Et la taxation anticipée ?
Si le particulier n'a jamais bénéficié de la réduction d'impôt, aucune taxation
n'est due sur le capital versé, mais alors, depuis janvier 2006, une retenue fiscale de 1.1 % est prélevée
sur chaque montant versé.
Mais s'il a bénéficié, même une seule fois, de cette réduction d'impôt,
l'impôt est dû. Il s'agit d'une taxe sur l'épargne à long terme.
Cette taxe est due au moment où l’épargnant atteint 60 ans et ensuite, il continue à bénéficier
de la déduction fiscale des versements effectués. La taxe est de 10 % pour la partie du capital alimenté
par des versements effectués à partir du 1er janvier 1993. Elle est de 16,5 % pour les versements
effectués avant le 1er janvier 1993.
En cas de rachat anticipatif, l’impôt sera de 33 %.
La base imposable sur la formule d’assurance correspond au capital contractuel. Du côté banque,
la taxe est calculée en tenant compte d’un capital fictif atteint placé à du 4.75 %, ce qui
est un réel désavantage par rapport au système « assurance. »
De plus, les participations bénéficiaires (assurance) ne sont pas sujets à taxation.

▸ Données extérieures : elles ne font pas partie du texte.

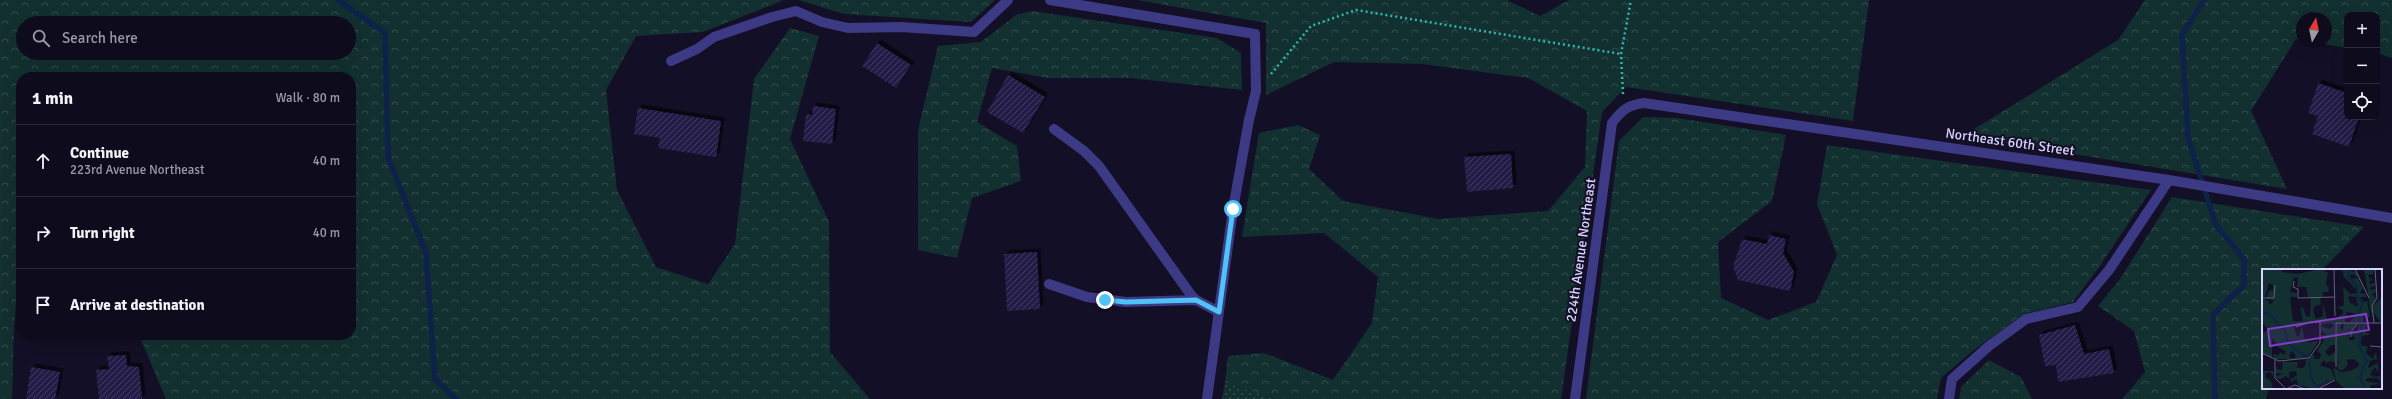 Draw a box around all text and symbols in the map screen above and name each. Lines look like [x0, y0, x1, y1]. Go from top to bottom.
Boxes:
north arrow [2296, 12, 2332, 48]
map controls [2344, 12, 2380, 120]
button: + [2344, 12, 2380, 48]
search box [16, 16, 356, 60]
icon: search [30, 27, 52, 49]
text: Search here [62, 29, 138, 47]
button: − [2344, 48, 2380, 84]
button: locate [2344, 84, 2380, 120]
text: 1 min [32, 88, 73, 109]
text: Walk · 80 m [276, 90, 340, 106]
street label: Northeast 60th Street [1944, 125, 2076, 159]
text: Continue [70, 144, 129, 162]
icon: ahead [32, 150, 54, 172]
text: 40 m [313, 153, 340, 169]
text: 223rd Avenue Northeast [70, 162, 205, 178]
street label: 224th Avenue Northeast [1562, 177, 1600, 323]
route start [1224, 200, 1242, 218]
icon: right [32, 222, 54, 244]
text: Turn right [70, 224, 135, 242]
text: 40 m [313, 225, 340, 241]
inset map [2262, 269, 2382, 389]
route end [1096, 291, 1114, 309]
icon: arrive [32, 294, 54, 316]
text: Arrive at destination [70, 296, 205, 314] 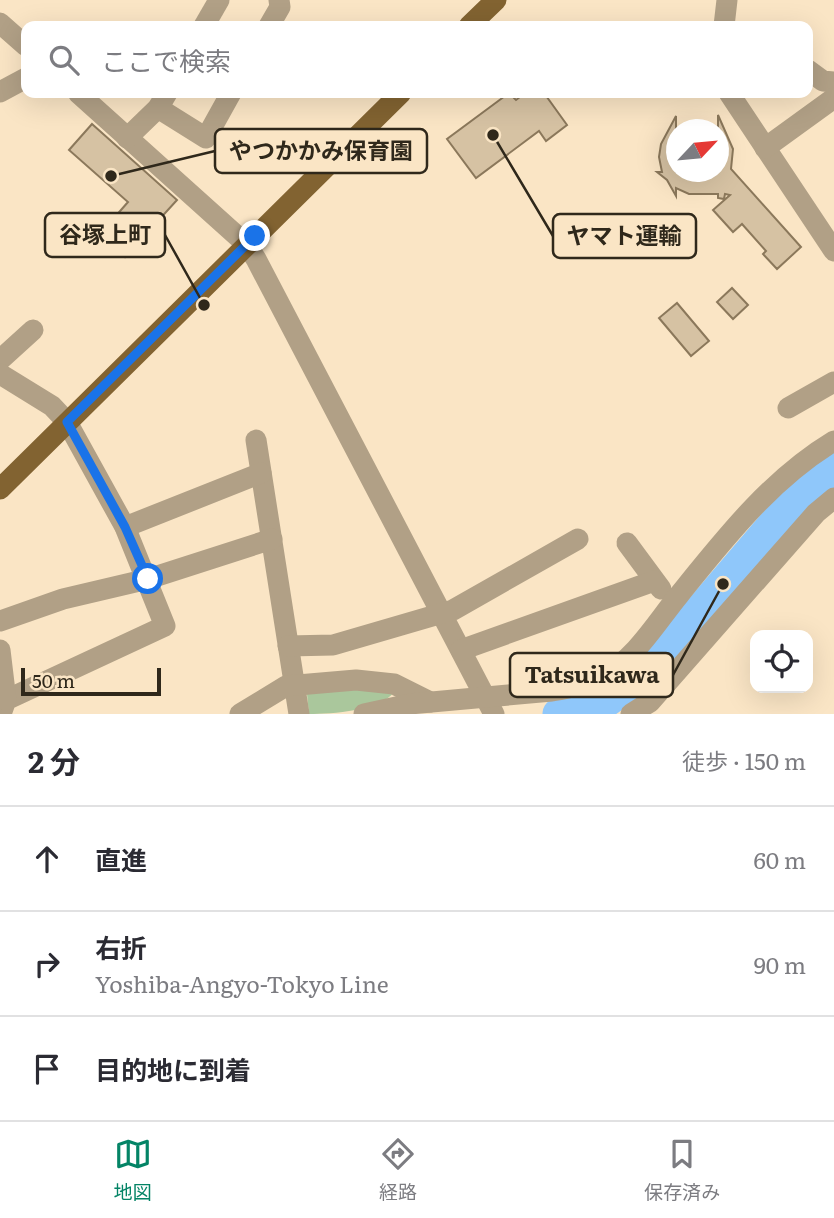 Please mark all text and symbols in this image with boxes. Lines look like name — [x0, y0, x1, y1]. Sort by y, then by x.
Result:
search box — [21, 21, 813, 98]
text: ここで検索 — [101, 40, 231, 79]
icon: search — [45, 41, 83, 79]
north arrow — [666, 119, 729, 182]
callout: やつかかみ保育園 — [215, 129, 427, 173]
text: やつかかみ保育園 — [229, 132, 413, 166]
callout: 谷塚上町 — [45, 213, 165, 257]
callout: ヤマト運輸 — [553, 214, 696, 258]
text: 谷塚上町 — [59, 216, 151, 250]
text: ヤマト運輸 — [567, 217, 682, 251]
route end — [239, 220, 270, 251]
route start — [132, 563, 163, 594]
map controls — [750, 630, 813, 693]
button: locate — [750, 630, 813, 693]
callout: Tatsuikawa — [510, 653, 673, 697]
text: Tatsuikawa — [524, 656, 660, 690]
scale bar — [21, 665, 161, 697]
text: 50 m — [32, 666, 75, 694]
text: 2 分 — [28, 738, 80, 782]
text: 徒歩 · 150 m — [682, 743, 806, 777]
text: 直進 — [95, 839, 147, 878]
icon: ahead — [28, 840, 66, 878]
text: 60 m — [753, 842, 806, 876]
text: 右折 — [95, 927, 147, 966]
icon: right — [28, 945, 66, 983]
text: 90 m — [754, 947, 806, 981]
text: Yoshiba-Angyo-Tokyo Line — [95, 966, 389, 1000]
text: 目的地に到着 — [95, 1049, 251, 1088]
icon: arrive — [28, 1050, 66, 1088]
tab: 地図 — [114, 1135, 152, 1205]
tab: 経路 — [379, 1135, 417, 1205]
tab: 保存済み — [644, 1135, 720, 1205] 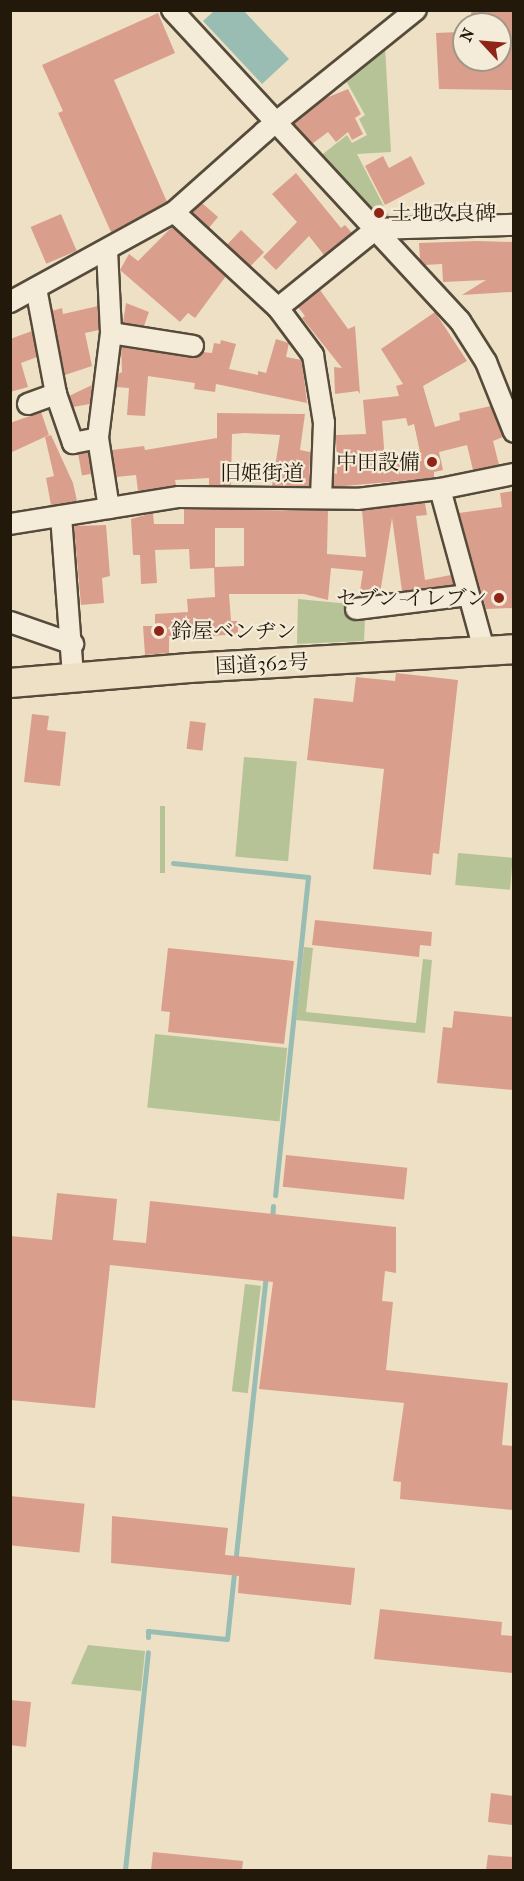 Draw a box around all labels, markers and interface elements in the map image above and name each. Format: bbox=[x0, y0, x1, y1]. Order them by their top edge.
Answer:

Et maintenant, faites vos choix. !
Lorsque ces produits sont arrivés sur le marché, beaucoup de belges ont investi dans les fonds
d’épargne bancaire. Pour beaucoup d’entre eux, le résultat n’a pas été positif, voire
même que certains ont perdu jusqu’à 20 % de leur investissement. Du côté « assurances »,
le taux étant garanti (4.75 % à cette époque), les investissements ont tous été
positifs.
Aujourd’hui, les placements financiers (en Bourse) et les placements auprès
des assureurs se rejoignent sur le rendement. La sécurité du capital et le mode de taxation privilégie
l’épargne assurance.
La responsabilité civile
et les jeunes de moins de 16 ans !
Le problème de la responsabilité civile des jeunes qui ont commis une faute intentionnelle, est
peu clair.
Nous avons pu lire dans nos médias, l’embarras de parents victimes d’actes volontaires graves de leurs
enfants.
C’est pour cette raison que la sénatrice
PS, Joëlle Kapompolé, a déposé dernièrement une proposition de loi.
Elle propose d’interdire la mise en application, dans le contrat d’assurance de RC Familiale, la clause relative
à la faute lourde dans leurs conditions générales lorsque l’auteur des faits n’a pas atteint
l’âge de seize ans.
Actuellement, un mineur cause un dommage par sa faute lourde, la compagnie d’assurance vérifie si le
mineur a ou non atteint l’âge du discernement. Si c’est le cas, la plupart des assureurs excluent le sinistre
de la couverture d’assurance.
Pour se différencier des autres, certaines compagnies offrent la couverture pour la faute d’un mineur
de moins de seize ans sans tenir compte de « l’âge de discernement. »
Il faut savoir que le Code Civil prévoit que les parents sont responsables de tout dommage causé
par leurs enfants mineurs. 
Dans le cas de la faute lourde, des contestations naissent.
Le juge, généralement interpellé, doit alors prendre position et trancher le cas.
Il doit déterminer si le jeune responsable était conscient des conséquences de l’acte qualifié
de « faute lourde. »
L’idée de la sénatrice : éliminer un régime peu clair
et discutable pour bénéficier d’une règle où le refus de la couverture dépendrait
unique d’un âge déterminé et non pas du critère du discernement.